- [EXTRACTED INFORMATION]
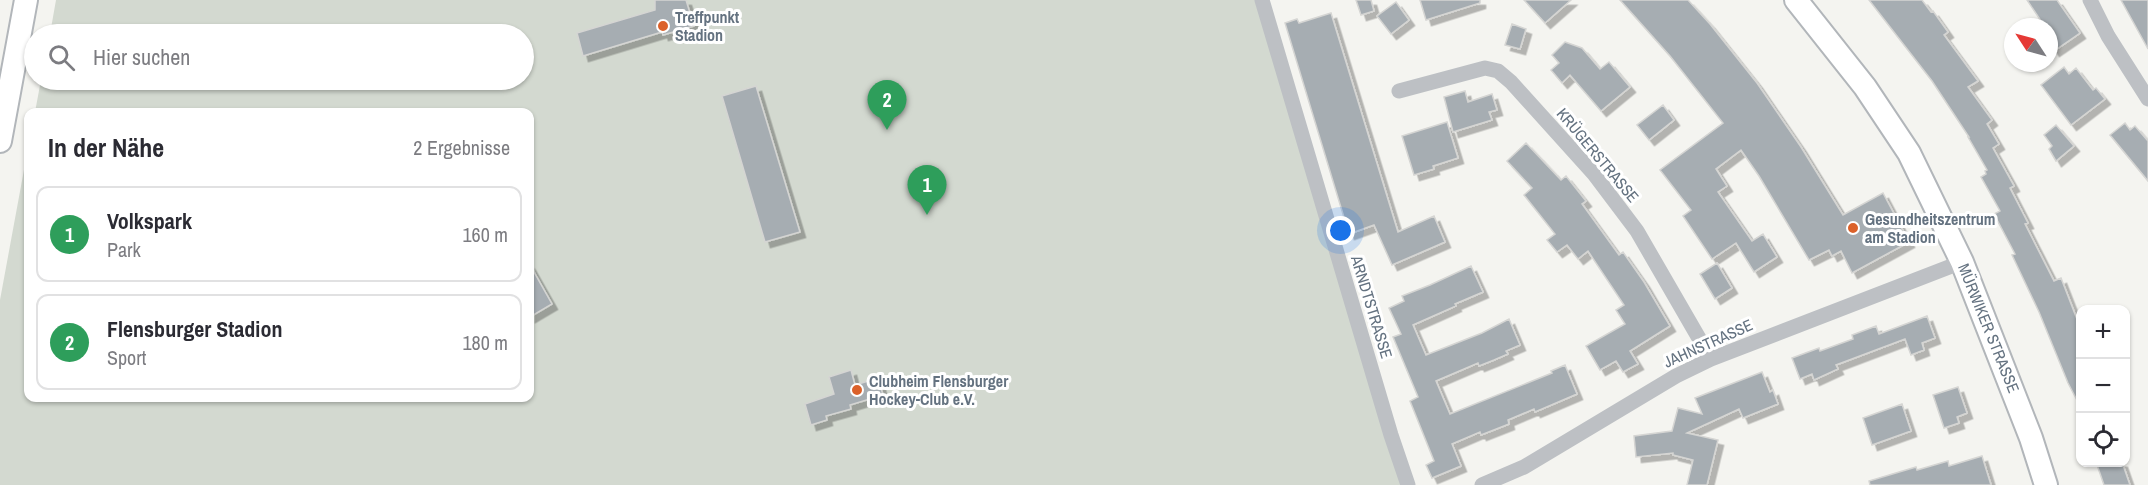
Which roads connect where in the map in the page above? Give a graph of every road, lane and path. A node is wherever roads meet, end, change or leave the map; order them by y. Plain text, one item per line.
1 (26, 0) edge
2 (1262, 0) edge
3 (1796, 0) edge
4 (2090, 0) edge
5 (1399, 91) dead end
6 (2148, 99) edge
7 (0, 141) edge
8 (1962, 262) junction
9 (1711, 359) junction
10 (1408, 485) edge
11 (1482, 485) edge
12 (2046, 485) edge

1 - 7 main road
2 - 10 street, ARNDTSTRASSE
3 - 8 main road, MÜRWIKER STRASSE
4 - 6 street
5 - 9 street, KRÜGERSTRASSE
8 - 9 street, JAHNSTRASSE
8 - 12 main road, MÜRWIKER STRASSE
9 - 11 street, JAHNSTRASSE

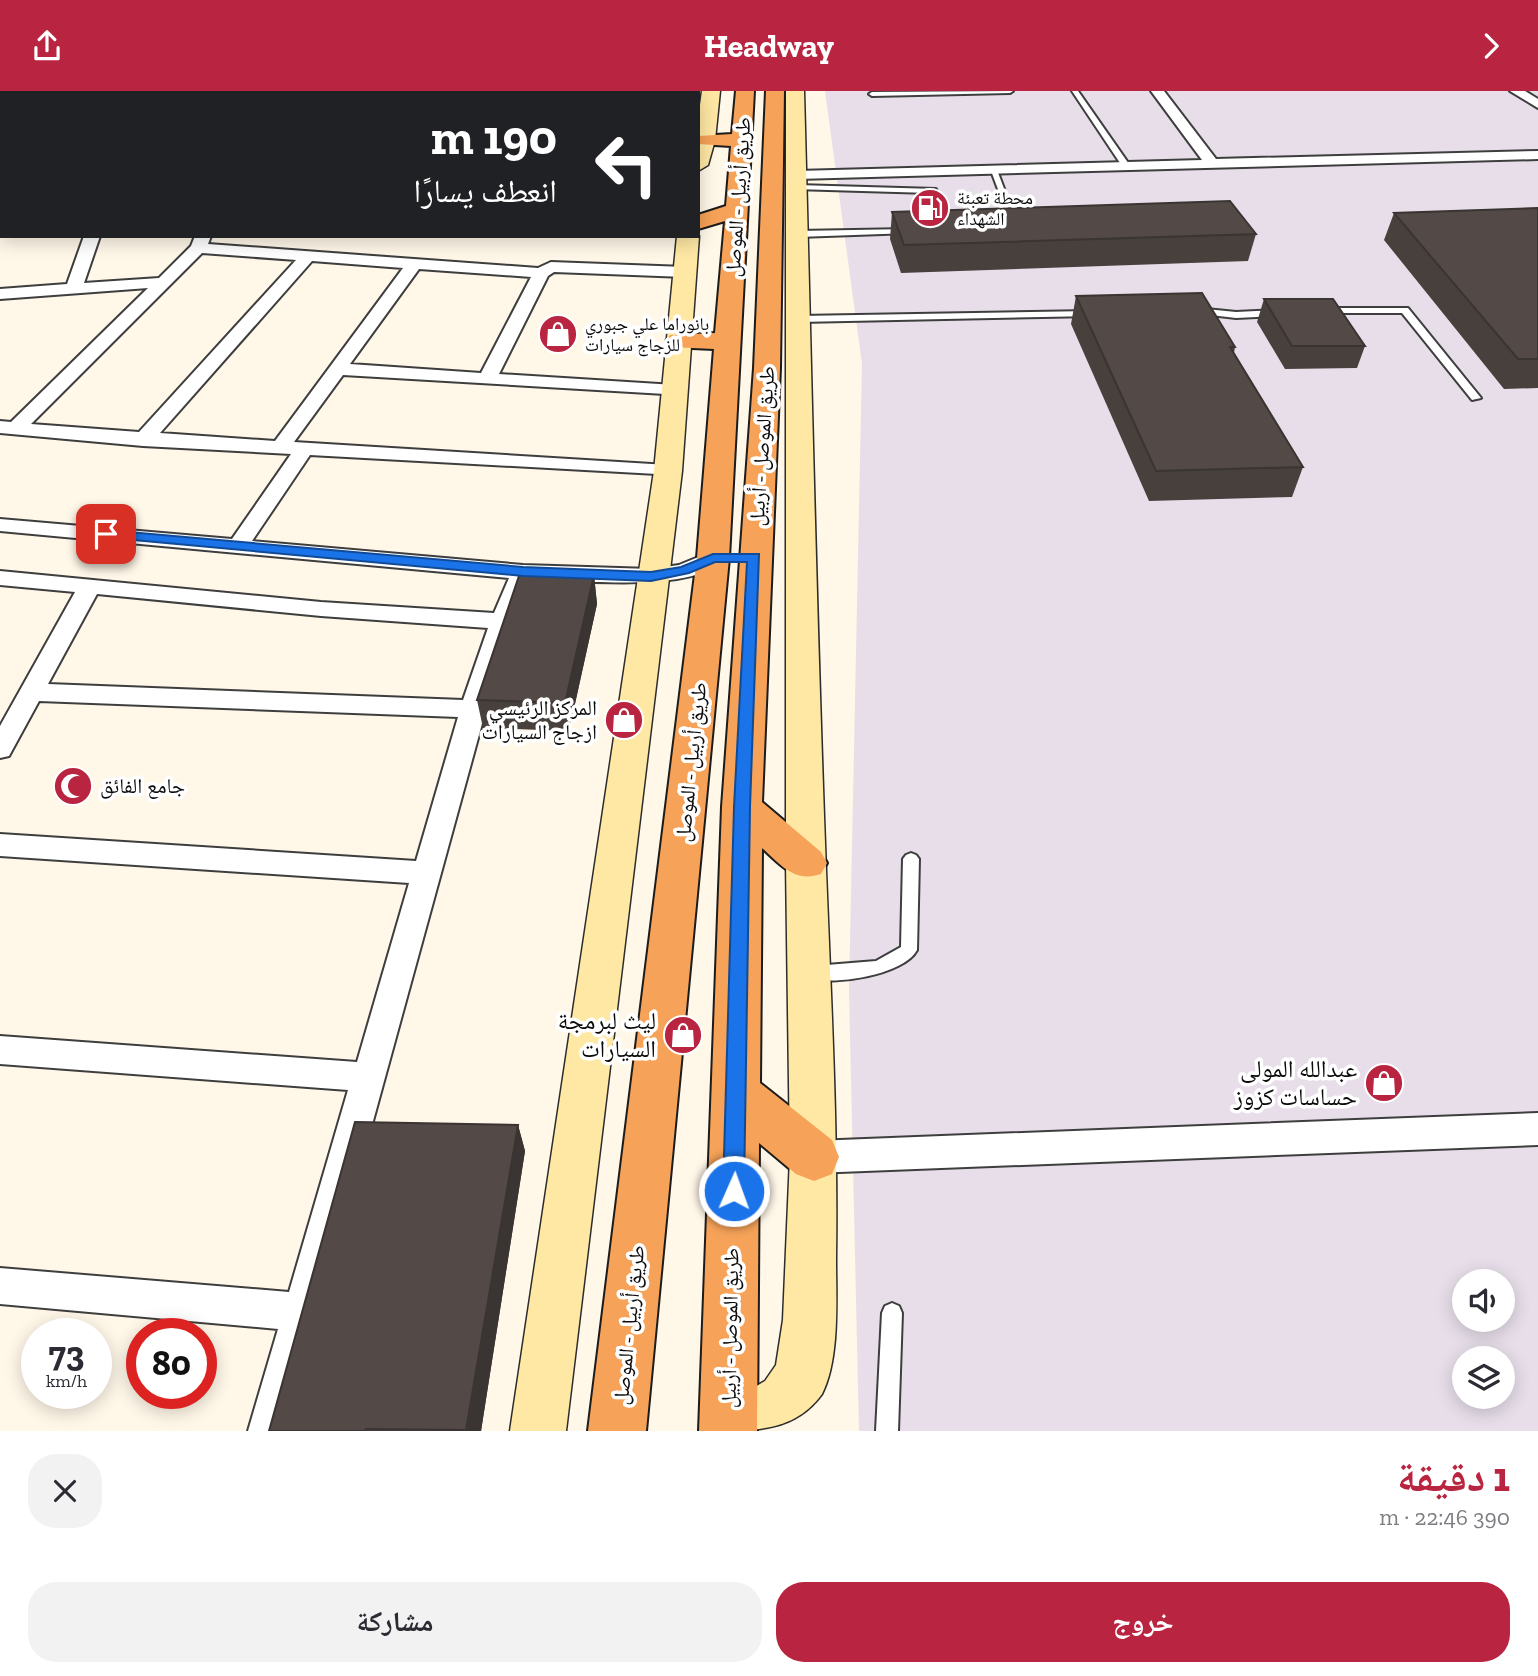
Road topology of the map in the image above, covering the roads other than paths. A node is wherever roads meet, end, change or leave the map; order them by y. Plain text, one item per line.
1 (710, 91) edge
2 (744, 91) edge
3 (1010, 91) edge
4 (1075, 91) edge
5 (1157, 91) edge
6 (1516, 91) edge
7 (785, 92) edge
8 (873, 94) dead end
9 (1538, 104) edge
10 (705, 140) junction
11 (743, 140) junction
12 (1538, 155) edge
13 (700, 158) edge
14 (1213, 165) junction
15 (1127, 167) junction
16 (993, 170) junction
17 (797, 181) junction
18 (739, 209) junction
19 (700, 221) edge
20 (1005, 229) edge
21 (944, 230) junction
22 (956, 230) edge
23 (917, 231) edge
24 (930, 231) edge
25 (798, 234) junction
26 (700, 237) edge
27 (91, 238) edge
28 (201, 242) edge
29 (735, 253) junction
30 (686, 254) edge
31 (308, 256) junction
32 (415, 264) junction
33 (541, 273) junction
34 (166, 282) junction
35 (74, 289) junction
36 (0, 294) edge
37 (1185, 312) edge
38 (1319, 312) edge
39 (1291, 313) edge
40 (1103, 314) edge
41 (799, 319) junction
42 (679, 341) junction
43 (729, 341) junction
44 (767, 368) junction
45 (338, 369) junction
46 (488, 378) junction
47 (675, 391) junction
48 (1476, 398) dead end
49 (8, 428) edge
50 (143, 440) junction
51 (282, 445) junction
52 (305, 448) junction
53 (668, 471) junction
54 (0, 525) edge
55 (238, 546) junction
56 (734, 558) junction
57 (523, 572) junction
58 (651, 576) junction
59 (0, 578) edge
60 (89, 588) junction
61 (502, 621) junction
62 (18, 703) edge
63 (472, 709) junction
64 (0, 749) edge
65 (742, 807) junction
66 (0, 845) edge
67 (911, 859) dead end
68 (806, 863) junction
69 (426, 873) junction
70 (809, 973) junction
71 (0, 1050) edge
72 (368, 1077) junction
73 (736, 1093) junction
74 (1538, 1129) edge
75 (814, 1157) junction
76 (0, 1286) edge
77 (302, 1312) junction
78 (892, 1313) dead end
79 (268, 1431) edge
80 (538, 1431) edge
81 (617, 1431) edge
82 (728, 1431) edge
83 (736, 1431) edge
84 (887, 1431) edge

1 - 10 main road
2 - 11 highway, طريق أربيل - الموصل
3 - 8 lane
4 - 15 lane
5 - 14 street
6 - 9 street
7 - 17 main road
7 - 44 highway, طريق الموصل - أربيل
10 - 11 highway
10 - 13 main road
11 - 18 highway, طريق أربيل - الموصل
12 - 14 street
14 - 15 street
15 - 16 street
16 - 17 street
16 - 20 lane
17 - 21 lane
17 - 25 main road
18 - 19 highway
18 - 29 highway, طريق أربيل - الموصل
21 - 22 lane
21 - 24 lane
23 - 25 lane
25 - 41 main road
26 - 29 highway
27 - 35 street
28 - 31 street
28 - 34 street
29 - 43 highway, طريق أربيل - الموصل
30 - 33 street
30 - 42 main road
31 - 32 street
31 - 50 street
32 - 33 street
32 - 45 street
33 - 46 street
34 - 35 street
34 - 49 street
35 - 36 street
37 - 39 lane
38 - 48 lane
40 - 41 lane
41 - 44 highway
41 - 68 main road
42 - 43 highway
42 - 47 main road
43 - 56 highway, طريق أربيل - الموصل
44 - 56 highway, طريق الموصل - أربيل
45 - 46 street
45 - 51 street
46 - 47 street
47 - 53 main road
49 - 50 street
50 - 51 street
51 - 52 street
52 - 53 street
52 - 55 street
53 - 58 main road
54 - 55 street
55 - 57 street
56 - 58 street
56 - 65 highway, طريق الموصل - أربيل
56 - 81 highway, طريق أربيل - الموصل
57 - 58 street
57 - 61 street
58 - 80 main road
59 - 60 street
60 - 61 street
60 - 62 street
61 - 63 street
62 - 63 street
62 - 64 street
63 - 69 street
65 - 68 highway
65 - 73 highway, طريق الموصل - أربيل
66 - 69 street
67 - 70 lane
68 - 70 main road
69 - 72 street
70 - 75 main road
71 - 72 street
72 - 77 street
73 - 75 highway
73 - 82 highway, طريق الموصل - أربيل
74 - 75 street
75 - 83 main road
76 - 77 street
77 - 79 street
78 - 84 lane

- [WHAT THE EXERCISE ASKS]
What lines in the material above contain the word "dead"? Copy them out.

- [TASK RESULT]
5 (1399, 91) dead end
8 (873, 94) dead end
48 (1476, 398) dead end
67 (911, 859) dead end
78 (892, 1313) dead end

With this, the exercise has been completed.